I know that the olives are there to avoid the issue of Nin’s secretiveness versus my curiosity, but I’d rather advert to gardening than to pain to begin my desce
nt to the nitty-gritty. I have summoned up my garden karma from my suburban cupboardful of karmas and I have a picture of my olive tree in the corner of Mick’s country garden firmly in my mind. Gardening is almost as satisfactory a diversion from what ought to be happening as science used to be, but it tastes nice as opposed to bringing in money. You can experiment in a garden and you can learn.

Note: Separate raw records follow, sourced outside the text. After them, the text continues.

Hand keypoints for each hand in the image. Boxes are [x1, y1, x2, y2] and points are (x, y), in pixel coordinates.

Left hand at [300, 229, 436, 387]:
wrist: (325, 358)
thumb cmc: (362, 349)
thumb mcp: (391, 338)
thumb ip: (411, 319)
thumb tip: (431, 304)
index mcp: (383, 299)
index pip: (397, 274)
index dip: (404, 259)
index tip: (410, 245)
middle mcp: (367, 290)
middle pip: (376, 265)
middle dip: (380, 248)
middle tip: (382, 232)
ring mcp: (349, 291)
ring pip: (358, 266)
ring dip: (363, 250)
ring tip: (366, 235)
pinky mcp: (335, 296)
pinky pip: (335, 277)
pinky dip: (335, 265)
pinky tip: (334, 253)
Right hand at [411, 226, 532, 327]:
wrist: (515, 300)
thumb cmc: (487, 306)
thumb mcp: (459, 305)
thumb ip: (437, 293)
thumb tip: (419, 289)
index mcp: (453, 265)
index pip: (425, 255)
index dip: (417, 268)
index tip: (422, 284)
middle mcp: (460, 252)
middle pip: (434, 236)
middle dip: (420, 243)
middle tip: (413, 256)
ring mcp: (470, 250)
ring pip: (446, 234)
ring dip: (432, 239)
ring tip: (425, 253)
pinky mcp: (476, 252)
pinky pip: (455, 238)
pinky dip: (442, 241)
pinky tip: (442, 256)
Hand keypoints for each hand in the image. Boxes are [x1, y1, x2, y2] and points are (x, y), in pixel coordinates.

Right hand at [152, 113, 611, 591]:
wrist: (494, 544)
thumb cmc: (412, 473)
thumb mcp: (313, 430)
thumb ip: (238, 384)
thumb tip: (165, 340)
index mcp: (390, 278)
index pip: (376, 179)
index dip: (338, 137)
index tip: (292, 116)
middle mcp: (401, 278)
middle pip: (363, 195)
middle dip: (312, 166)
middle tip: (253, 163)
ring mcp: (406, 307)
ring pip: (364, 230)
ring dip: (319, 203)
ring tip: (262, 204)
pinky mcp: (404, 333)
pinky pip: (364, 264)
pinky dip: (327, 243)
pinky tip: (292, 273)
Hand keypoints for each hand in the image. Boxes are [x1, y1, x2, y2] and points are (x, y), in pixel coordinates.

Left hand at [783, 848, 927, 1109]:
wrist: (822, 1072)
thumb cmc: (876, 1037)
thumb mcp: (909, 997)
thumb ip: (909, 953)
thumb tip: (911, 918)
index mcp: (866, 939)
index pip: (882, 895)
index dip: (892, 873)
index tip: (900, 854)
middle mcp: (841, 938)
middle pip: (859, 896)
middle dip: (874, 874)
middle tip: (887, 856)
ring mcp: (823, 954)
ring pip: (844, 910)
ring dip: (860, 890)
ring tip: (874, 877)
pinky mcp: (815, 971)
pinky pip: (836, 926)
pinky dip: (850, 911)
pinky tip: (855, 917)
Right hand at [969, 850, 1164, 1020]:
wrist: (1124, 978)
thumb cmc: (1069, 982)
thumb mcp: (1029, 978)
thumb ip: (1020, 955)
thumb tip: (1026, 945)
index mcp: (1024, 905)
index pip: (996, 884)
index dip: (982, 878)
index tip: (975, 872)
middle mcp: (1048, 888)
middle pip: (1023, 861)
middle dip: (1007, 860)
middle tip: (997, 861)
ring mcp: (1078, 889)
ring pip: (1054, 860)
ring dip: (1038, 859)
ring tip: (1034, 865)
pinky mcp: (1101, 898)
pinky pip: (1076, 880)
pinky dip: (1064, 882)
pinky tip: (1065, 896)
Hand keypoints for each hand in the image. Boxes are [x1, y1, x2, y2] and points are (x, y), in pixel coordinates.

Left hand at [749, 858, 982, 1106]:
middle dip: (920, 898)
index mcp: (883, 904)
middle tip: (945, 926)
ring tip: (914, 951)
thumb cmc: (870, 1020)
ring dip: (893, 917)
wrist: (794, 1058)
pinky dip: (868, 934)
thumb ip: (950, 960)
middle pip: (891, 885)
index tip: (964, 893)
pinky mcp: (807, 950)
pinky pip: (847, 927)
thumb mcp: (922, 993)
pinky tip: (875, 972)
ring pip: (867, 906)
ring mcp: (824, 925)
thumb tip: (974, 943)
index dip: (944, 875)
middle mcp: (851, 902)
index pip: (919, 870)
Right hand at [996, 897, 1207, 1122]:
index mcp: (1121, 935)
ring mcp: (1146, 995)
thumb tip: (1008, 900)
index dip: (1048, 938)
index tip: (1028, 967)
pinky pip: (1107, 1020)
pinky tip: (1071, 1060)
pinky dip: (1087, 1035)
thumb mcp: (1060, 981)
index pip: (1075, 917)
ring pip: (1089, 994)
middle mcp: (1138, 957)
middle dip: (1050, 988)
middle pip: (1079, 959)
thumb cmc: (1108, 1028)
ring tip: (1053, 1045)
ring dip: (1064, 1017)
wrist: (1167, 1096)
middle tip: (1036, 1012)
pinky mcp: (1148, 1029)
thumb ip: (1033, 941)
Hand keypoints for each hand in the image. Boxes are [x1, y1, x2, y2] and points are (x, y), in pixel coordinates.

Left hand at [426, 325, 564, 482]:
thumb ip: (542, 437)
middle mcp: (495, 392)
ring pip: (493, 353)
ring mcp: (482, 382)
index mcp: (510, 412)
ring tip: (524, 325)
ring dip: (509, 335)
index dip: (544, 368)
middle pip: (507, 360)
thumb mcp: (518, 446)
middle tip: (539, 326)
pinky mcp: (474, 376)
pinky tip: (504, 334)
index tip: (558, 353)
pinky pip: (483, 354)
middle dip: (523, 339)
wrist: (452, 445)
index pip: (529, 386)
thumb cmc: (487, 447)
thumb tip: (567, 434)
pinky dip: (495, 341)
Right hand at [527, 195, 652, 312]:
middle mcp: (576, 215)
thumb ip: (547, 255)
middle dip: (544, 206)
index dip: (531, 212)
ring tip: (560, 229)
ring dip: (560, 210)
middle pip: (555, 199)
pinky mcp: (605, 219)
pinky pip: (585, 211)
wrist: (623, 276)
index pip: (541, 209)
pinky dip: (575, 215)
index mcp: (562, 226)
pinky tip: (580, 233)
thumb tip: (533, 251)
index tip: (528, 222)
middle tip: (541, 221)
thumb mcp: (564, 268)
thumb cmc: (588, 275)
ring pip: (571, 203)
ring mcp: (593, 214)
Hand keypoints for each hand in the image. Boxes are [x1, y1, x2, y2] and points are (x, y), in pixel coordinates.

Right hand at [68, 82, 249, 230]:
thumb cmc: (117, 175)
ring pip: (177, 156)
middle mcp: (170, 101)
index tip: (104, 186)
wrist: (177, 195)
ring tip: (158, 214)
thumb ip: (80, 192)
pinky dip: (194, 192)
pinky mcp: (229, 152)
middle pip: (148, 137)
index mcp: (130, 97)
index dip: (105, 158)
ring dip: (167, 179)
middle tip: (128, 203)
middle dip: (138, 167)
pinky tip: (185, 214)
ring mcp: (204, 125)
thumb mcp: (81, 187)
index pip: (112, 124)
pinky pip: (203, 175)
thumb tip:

Daniel’s mothers are all for organically grown foodstuffs, so I’m doing my best to stay on side by being politically correct and working at insects and blight with tea-leaves, soap, organic pest oil, lemon juice and garlic spray. I am trying to fit in. Wendy’s mother, though a climate change enthusiast, is an insect exterminator and tells Daniel to stamp on snails. But Daniel rather likes a snail and at my place we have snail races across the lid of a compost bin and we look for snail neonates under bricks and once we saw a giant slug laying her pearly eggs from under her mantle into a pile of flower pots. We loved it; we watched week by week as the baby slugs developed and, when they reached seedling-devouring size, we popped them over the back fence into the next door neighbour’s derelict backyard.
I have rescued Mick’s garden from the aftermath of the Battle of Marital Breakdown and, with visions of a healthy family, I’ve planted trees and reared crops as pesticide freely as I can, given that I first chose to grow apples and reared instead codling moths in exportable quantities.
Nin is looking a bit shamefaced. Apparently Daniel packed his bag this morning, spat the dummy and said he was tired of his mothers and was off to stay with me. She is hooking her flexible be-socked toes around the edge of a just-visible coffee table where newspapers, crayons and jagged bits of paper that Daniel has been cutting out to make puppets are struggling against the laws of nature to stay on board. It’s as though a willy-willy has just been through and transposed three lifestyles. A boy’s shoe in the fruit bowl, a line of drying bras and pants on the back of the couch where Nin is sitting, a broom athwart the floorboards, many heaps of flattish things toppling because they are not all of the same flatness – like ring binders and slippery video covers, a child’s plastic art smock, camera lenses, padded post bags, three or four magnifying glasses, industrial earphones, teaspoons united by yoghurt to the sides of cups and a camera or two.